Danish television channel

TV 2 is a Danish government-owned broadcast and subscription television station, based in Odense, Funen. The station was founded in 1986, and made its first official broadcast in 1988. It makes daily broadcasts of regional and national news, as well as its morning talk show, Go'morgen Danmark.

==History==
Since 1949, Danmarks Radio had been the sole provider of television in Denmark. Wanting to end the monopoly, the Danish Parliament voted on 30 May 1986, to create TV2, as a second choice for public service television. Upon its establishment, it had first begun its experimental test transmissions, and then, two years later, it had therefore commenced its official broadcast on 1 October 1988, with its first program being Danish Symphony which is broadcast at 17:00, followed by the news at 19:30. The station had taken over the former Kvægtorv in Odense to use as its facilities. The new network employed sixteen UHF transmitters, while the first legal commercial television channel, TV Syd (established in 1983 and later made independent from DR) became a part of the new network's regional structure.

To prevent competition with TV Avisen on DR, the 7:30pm bulletin moved to 7pm on 2 January 1989, with the regional programming starting at 7:28pm. TV Syd was followed by TV Fyn on 10 January that year, followed by TV Nord in April. The five remaining stations of the network opened in 1990 (the TV2 transmitter network was completed in November 1989). 1989 was also marked by the premiere of Eleva2ren, the first interactive game show on Danish television, initially featuring OsWALD. This was followed in 1990 by Hugo, which eventually spawned a series of international adaptations. By 1991, it surpassed DR in ratings. That same year, it aired its first Christmas calendar series, Trollerik og pisserne, the first of its kind to be made for adults. 1992 saw TV 2 adopt the Dolby Surround stereo system for some programmes (mainly imports). An estimated 2,632,000 viewers saw the UEFA Euro 1992 final on the channel, which ended with Denmark winning over Germany 2-0.

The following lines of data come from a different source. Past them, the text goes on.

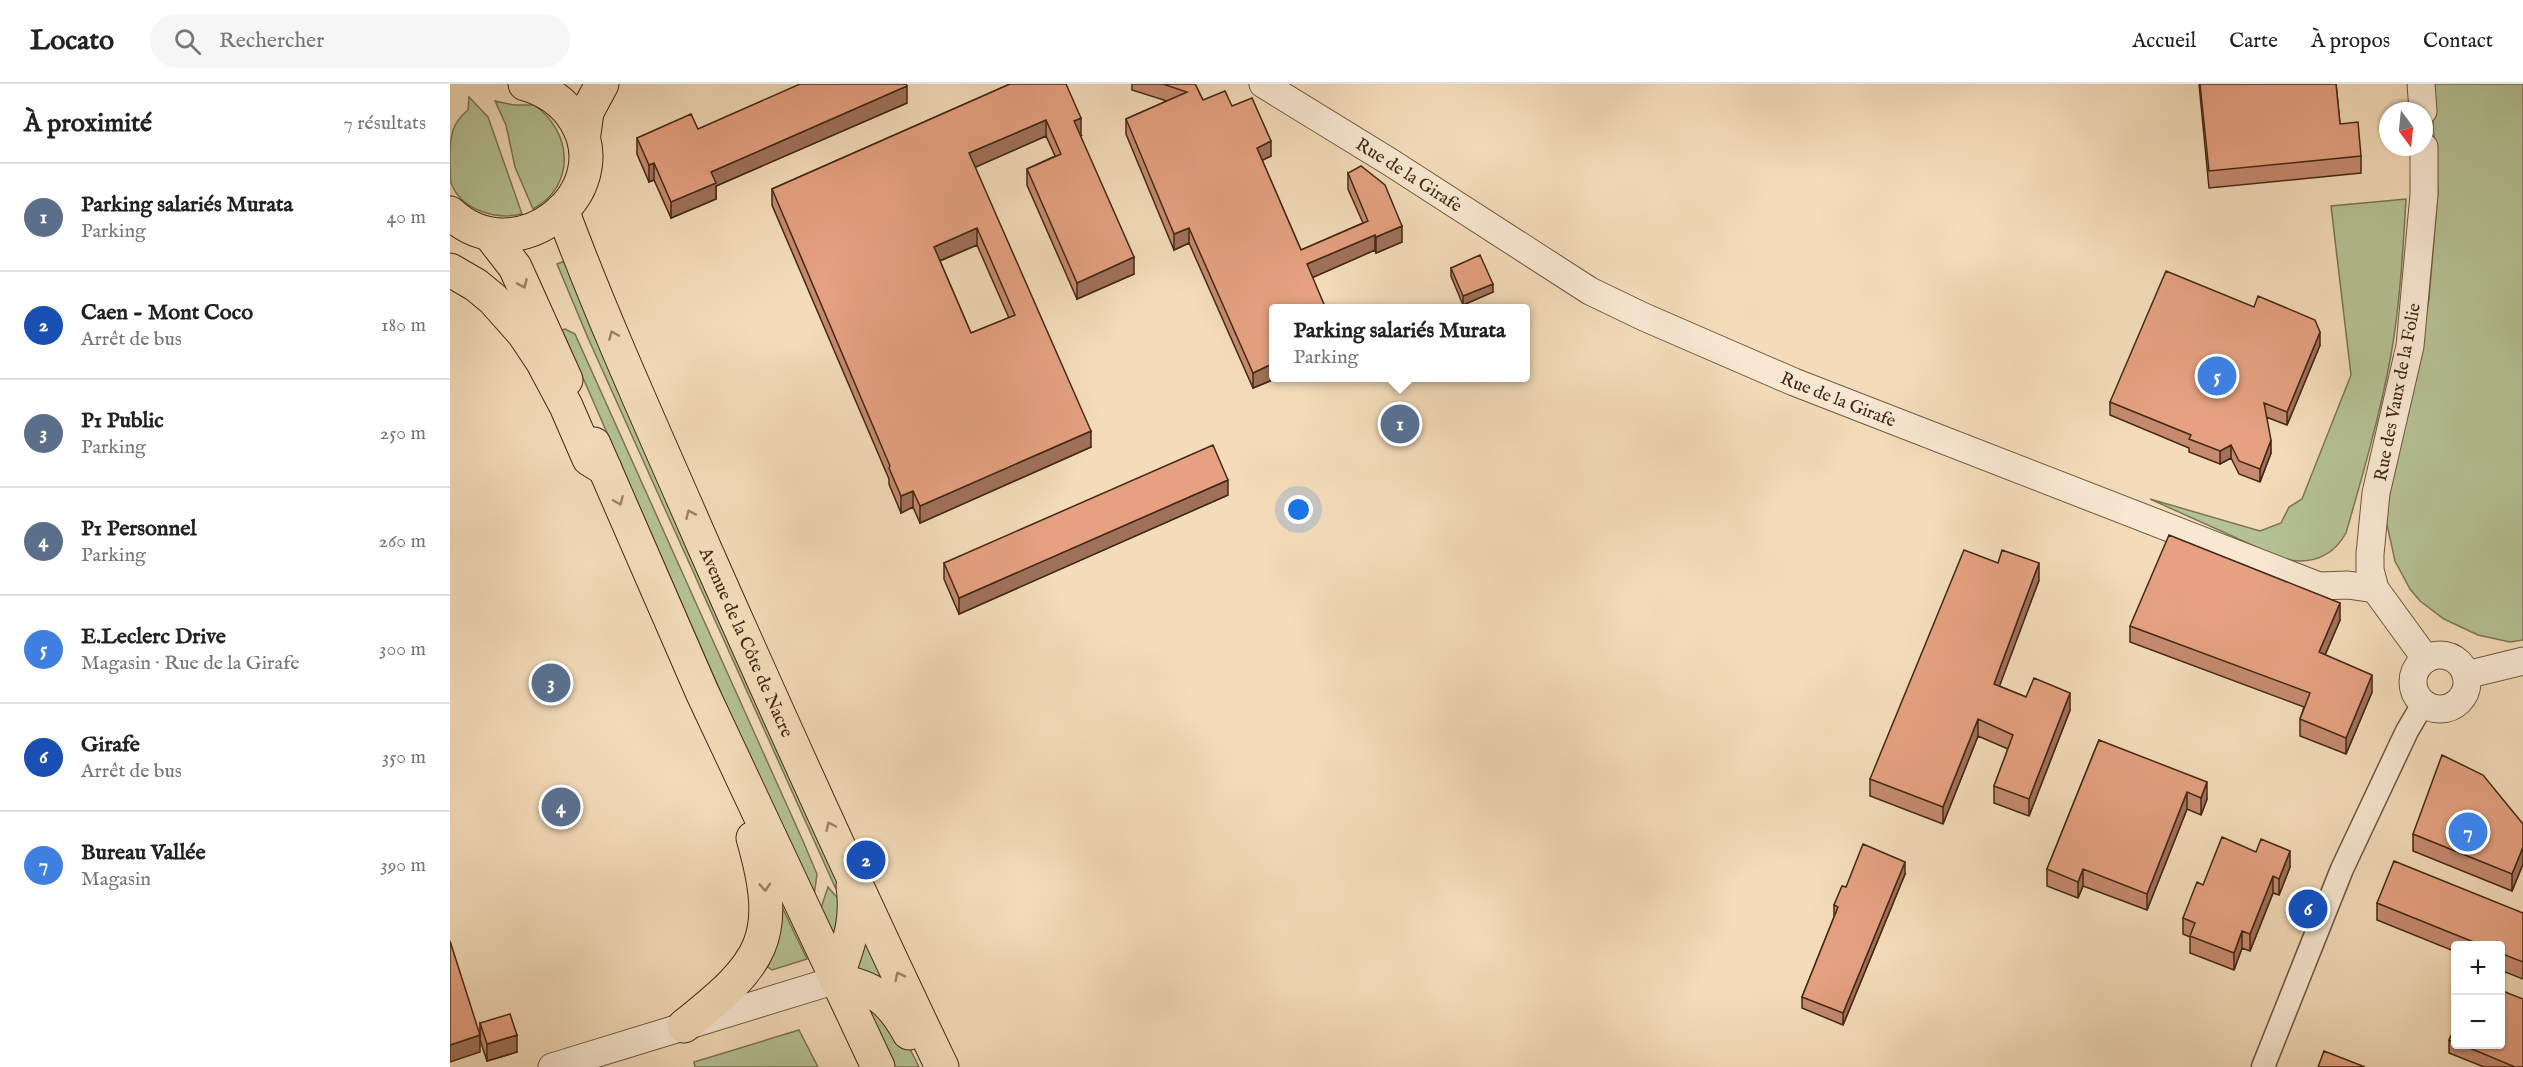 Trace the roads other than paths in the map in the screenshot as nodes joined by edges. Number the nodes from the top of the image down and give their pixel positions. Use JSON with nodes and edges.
{"nodes":[{"id":1,"x":525,"y":84,"type":"edge"},
{"id":2,"x":602,"y":84,"type":"edge"},
{"id":3,"x":1263,"y":84,"type":"edge"},
{"id":4,"x":2421,"y":84,"type":"edge"},
{"id":5,"x":2422,"y":102,"type":"edge"},
{"id":6,"x":584,"y":134,"type":"junction"},
{"id":7,"x":2424,"y":156,"type":"edge"},
{"id":8,"x":450,"y":213,"type":"edge"},
{"id":9,"x":544,"y":222,"type":"junction"},
{"id":10,"x":491,"y":236,"type":"junction"},
{"id":11,"x":450,"y":270,"type":"edge"},
{"id":12,"x":605,"y":469,"type":"junction"},
{"id":13,"x":2375,"y":589,"type":"junction"},
{"id":14,"x":2427,"y":658,"type":"junction"},
{"id":15,"x":2523,"y":661,"type":"edge"},
{"id":16,"x":2466,"y":675,"type":"junction"},
{"id":17,"x":702,"y":692,"type":"junction"},
{"id":18,"x":2423,"y":704,"type":"junction"},
{"id":19,"x":853,"y":880,"type":"junction"},
{"id":20,"x":836,"y":980,"type":"junction"},
{"id":21,"x":684,"y":1026,"type":"junction"},
{"id":22,"x":552,"y":1067,"type":"edge"},
{"id":23,"x":878,"y":1067,"type":"edge"},
{"id":24,"x":926,"y":1067,"type":"edge"},
{"id":25,"x":942,"y":1067,"type":"edge"},
{"id":26,"x":2263,"y":1067,"type":"edge"}],
"edges":[{"from":1,"to":6,"type":"main road"},
{"from":2,"to":6,"type":"main road"},
{"from":3,"to":13,"type":"street","name":"Rue de la Girafe"},
{"from":4,"to":5,"type":"street"},
{"from":6,"to":9,"type":"main road"},
{"from":7,"to":13,"type":"street","name":"Rue des Vaux de la Folie"},
{"from":8,"to":10,"type":"main road"},
{"from":9,"to":10,"type":"main road"},
{"from":19,"to":9,"type":"main road","name":"Avenue de la Côte de Nacre","one_way":true},
{"from":10,"to":12,"type":"main road","one_way":true},
{"from":11,"to":12,"type":"main road"},
{"from":12,"to":17,"type":"main road","one_way":true},
{"from":13,"to":14,"type":"street"},
{"from":14,"to":16,"type":"street"},
{"from":14,"to":18,"type":"street"},
{"from":15,"to":16,"type":"street"},
{"from":16,"to":18,"type":"street"},
{"from":17,"to":20,"type":"main road"},
{"from":17,"to":21,"type":"main road","one_way":true},
{"from":18,"to":26,"type":"street"},
{"from":19,"to":20,"type":"main road"},
{"from":25,"to":19,"type":"main road","name":"Avenue de la Côte de Nacre","one_way":true},
{"from":20,"to":21,"type":"street"},
{"from":20,"to":23,"type":"main road"},
{"from":20,"to":24,"type":"main road"},
{"from":21,"to":22,"type":"street"}]}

The channel rebranded on 3 January 1994, also adopting a permanent on-screen graphic during shows, when, up until then, it would only appear in 15-minute intervals. On 1 January 1995, it broke a new record, with 2,658,000 viewers watching the Danish film The Last Exploits of the Olsen Gang. From 3 April, regional commercials were added to its eight regions. Breakfast television (Go'morgen Danmark) started on 2 December 1996. Its website launched on 14 October 1998, two weeks after its tenth anniversary. Beginning in 2000, it branched out into subscription television, with the first of these channels being TV2 Zulu. That year's Christmas calendar, Pyrus in Alletiders Eventyr, came with anaglyphic 3D glasses.

The KV government, alongside the People's Party, decided in 2002 that TV 2 should be privatized. Aiming for such a reconversion, TV 2 Danmark A/S is created and the public service contract is replaced by a public service license. The existing license was set to expire on 30 June 2004. With the start of digital terrestrial television on 31 March 2006, TV 2 started broadcasting in widescreen, leaving the 4:3 format to analogue television. That same year, its channels stopped airing the test card while off-air.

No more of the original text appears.